22 stars 4 forks source link

Debugging further NaNs #32

Open jchodera opened 4 years ago

jchodera commented 4 years ago

@peastman: @ThWuensche mentioned in the slack:

With the new version that issue is fixed, but unfortunately with 13424 I get NaNs further on in the runs, later than before though. I captured a few WUs and will run them on local openMM (FoldingAtHome/openmm and peastman/openmm) this evening I have tried 13424(2186,46,2) locally with current FoldingAtHome/openmm and it works.

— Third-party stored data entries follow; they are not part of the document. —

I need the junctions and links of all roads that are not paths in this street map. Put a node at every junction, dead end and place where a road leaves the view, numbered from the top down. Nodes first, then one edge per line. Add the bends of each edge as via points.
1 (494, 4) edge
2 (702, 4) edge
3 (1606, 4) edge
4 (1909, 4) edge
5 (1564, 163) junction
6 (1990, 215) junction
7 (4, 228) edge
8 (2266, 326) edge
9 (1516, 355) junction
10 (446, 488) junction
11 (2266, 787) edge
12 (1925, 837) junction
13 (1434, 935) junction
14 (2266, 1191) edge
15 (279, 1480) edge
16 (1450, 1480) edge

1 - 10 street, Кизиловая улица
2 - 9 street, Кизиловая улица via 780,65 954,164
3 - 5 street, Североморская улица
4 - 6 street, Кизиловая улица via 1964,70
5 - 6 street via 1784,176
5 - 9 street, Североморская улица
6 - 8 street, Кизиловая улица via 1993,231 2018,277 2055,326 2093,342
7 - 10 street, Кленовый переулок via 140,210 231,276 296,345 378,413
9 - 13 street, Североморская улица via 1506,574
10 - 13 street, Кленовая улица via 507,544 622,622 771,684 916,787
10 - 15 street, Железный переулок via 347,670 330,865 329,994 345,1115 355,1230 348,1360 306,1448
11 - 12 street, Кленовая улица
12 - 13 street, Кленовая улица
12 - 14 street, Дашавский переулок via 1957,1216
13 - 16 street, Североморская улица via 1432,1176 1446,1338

However through F@H it failed with particle coordinate nan at step 2007. Can you find something in the logs that would explain that difference? Actually the behaviour on F@H looks similar to what we had before both patches, but it's quite unlikely that the patches are missing.

It seems likely that we must still be missing some bugfixes that appear in 7.5.0 but not in this patched 7.4.2. I'll try a quick core22 test build from openmm/openmm master right now to see if we can verify this is the case.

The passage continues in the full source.